Assignment: Single out the lines of the material that contain "roads" and copy them.

[Start of section]

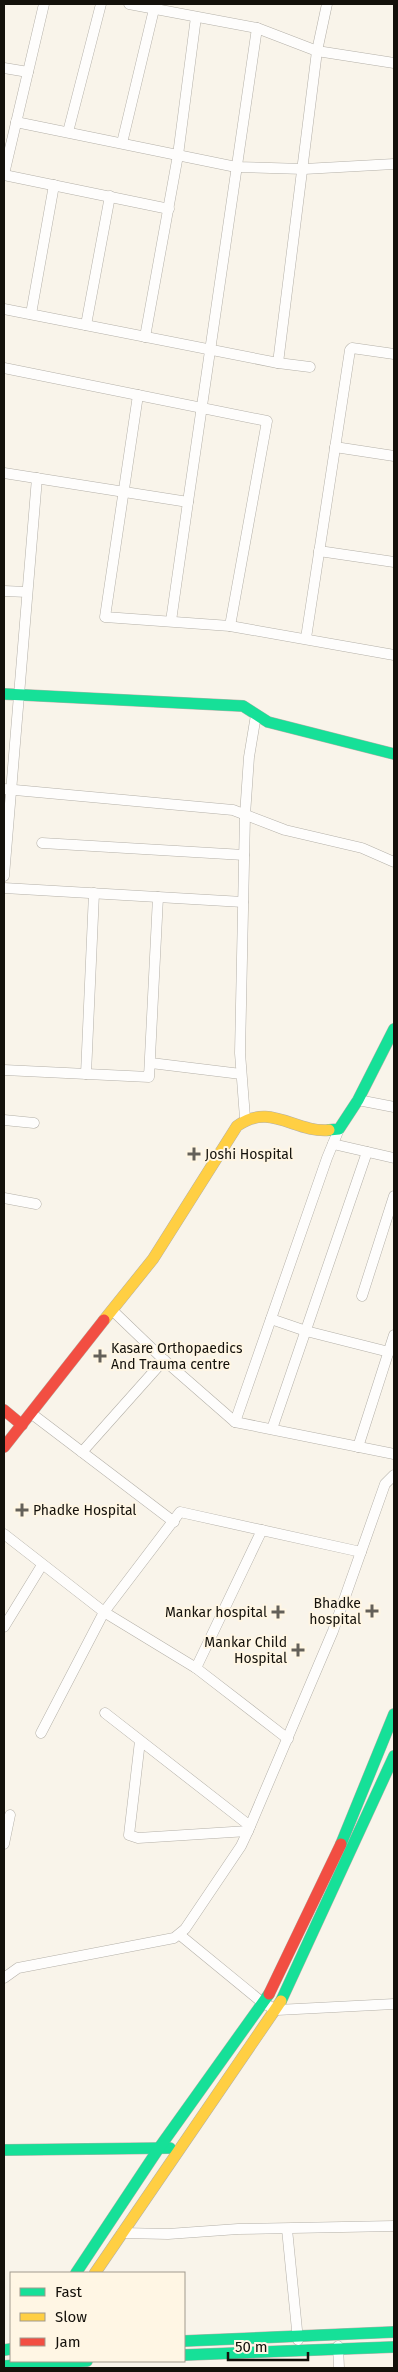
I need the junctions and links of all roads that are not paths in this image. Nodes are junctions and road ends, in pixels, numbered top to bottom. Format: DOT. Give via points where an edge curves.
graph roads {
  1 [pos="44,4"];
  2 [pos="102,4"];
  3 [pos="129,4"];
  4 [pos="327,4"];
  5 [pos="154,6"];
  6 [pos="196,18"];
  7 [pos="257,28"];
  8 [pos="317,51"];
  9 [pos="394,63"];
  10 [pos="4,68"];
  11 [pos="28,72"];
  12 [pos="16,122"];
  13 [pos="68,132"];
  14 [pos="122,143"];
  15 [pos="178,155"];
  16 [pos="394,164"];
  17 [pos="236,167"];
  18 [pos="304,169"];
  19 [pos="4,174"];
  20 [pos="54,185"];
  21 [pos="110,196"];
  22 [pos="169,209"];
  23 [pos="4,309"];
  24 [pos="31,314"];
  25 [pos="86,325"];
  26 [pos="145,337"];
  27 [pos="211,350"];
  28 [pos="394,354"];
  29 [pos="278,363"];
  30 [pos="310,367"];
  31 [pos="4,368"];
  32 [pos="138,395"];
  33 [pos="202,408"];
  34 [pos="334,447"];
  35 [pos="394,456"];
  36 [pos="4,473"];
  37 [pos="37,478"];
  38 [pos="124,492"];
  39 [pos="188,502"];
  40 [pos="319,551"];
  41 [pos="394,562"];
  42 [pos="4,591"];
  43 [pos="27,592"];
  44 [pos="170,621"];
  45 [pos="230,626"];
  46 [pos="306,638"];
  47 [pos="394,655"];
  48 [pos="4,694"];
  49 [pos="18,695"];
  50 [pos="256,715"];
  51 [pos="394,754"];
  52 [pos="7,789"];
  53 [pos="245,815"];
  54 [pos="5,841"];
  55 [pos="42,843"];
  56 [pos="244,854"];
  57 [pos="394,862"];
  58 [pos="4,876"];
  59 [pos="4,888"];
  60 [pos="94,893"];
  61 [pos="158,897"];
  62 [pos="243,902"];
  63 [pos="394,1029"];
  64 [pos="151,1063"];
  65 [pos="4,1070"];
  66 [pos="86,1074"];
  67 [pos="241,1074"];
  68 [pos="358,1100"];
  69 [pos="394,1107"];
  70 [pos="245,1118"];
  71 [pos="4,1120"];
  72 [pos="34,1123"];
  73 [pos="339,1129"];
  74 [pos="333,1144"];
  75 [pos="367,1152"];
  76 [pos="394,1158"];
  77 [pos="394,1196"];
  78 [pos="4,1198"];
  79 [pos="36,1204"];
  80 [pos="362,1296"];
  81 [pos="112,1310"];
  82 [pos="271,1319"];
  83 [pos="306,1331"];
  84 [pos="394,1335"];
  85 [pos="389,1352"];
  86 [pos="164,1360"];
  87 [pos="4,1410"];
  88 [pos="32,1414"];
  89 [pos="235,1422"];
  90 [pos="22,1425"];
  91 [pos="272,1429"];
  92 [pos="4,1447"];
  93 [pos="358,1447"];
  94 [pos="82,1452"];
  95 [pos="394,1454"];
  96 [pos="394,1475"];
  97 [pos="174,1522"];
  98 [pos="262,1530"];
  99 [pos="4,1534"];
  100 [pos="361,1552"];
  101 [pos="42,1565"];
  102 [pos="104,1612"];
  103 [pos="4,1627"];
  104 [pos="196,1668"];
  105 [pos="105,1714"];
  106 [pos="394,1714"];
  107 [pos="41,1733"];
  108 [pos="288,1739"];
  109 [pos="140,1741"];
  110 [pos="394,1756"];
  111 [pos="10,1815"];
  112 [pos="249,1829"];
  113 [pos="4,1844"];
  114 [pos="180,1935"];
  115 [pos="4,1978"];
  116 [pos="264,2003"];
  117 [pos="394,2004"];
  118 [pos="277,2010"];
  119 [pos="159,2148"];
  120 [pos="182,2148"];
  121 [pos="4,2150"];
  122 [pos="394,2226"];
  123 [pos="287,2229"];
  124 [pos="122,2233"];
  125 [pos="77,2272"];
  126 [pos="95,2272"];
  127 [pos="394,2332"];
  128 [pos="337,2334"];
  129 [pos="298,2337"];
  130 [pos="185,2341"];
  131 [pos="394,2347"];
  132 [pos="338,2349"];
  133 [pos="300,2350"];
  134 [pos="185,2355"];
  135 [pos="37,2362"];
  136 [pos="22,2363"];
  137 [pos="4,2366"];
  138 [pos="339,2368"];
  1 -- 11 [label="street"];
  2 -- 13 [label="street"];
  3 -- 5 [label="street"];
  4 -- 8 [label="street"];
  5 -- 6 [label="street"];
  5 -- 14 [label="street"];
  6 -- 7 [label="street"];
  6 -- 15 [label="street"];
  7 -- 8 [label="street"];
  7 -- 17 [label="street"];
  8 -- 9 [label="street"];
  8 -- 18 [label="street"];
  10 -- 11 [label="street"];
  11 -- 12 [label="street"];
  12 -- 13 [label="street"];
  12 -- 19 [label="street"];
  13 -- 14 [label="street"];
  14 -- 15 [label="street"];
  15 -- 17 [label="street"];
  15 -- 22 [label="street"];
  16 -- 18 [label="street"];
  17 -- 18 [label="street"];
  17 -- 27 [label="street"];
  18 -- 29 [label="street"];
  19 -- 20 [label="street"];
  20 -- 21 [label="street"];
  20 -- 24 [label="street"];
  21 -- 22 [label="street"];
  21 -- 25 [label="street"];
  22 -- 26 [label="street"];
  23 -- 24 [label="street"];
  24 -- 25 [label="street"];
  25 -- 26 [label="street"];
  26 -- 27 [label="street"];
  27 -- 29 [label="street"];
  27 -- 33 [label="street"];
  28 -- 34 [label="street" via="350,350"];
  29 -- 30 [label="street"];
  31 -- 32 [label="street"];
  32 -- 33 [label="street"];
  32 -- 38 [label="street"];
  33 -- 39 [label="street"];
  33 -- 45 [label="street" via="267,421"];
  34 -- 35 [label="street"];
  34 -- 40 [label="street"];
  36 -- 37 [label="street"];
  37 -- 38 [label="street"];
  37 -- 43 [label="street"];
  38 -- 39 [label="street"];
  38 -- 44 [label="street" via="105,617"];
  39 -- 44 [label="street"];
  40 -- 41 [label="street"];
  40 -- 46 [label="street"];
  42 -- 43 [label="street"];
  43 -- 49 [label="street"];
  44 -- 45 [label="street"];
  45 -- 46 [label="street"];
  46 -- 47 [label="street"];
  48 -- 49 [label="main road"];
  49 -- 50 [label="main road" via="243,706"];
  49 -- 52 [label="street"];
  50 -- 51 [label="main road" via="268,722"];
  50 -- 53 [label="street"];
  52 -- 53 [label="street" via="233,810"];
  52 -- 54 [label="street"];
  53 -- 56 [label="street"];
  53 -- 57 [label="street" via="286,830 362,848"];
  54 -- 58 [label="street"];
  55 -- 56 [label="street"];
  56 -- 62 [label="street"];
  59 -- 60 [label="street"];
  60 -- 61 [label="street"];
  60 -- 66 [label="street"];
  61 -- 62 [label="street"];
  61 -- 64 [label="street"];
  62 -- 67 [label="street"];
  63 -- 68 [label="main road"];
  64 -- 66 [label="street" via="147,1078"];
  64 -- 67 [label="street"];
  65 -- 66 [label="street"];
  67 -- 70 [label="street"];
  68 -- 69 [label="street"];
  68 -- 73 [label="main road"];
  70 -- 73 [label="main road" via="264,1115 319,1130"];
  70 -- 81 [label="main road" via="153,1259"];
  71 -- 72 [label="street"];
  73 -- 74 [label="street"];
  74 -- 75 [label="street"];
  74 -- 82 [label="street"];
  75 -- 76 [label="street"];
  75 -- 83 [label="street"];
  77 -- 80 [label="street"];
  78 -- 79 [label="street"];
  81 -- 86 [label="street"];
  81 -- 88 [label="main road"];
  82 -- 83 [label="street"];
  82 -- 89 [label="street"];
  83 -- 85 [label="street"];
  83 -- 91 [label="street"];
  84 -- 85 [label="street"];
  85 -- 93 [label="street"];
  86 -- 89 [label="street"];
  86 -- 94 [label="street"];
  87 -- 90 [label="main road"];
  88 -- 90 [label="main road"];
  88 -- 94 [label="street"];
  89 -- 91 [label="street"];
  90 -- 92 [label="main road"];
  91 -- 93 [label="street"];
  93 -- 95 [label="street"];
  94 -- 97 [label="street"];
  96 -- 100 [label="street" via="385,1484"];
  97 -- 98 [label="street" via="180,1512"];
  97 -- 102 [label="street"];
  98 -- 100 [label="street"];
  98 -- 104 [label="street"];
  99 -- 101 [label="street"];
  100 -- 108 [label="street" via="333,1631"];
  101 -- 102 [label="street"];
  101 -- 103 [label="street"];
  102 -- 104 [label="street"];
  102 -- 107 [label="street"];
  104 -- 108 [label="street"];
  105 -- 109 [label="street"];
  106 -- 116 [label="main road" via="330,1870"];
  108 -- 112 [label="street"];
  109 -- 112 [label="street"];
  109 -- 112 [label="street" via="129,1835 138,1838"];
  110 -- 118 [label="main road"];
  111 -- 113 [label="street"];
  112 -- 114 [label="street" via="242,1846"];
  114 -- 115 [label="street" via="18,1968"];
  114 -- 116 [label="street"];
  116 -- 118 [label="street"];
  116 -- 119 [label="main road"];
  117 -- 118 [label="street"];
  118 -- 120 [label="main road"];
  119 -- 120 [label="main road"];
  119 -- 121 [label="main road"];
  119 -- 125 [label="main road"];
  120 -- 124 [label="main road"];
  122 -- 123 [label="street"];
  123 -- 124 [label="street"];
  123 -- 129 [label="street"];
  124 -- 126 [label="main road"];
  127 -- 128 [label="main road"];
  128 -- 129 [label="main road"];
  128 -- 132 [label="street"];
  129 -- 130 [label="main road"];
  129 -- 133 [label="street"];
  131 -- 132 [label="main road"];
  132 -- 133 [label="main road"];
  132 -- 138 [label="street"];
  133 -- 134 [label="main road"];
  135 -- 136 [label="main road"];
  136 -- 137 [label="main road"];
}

[End of section]

Result of this task:
I need the junctions and links of all roads that are not paths in this image. Nodes are junctions and road ends, in pixels, numbered top to bottom. Format: DOT. Give via points where an edge curves.
graph roads {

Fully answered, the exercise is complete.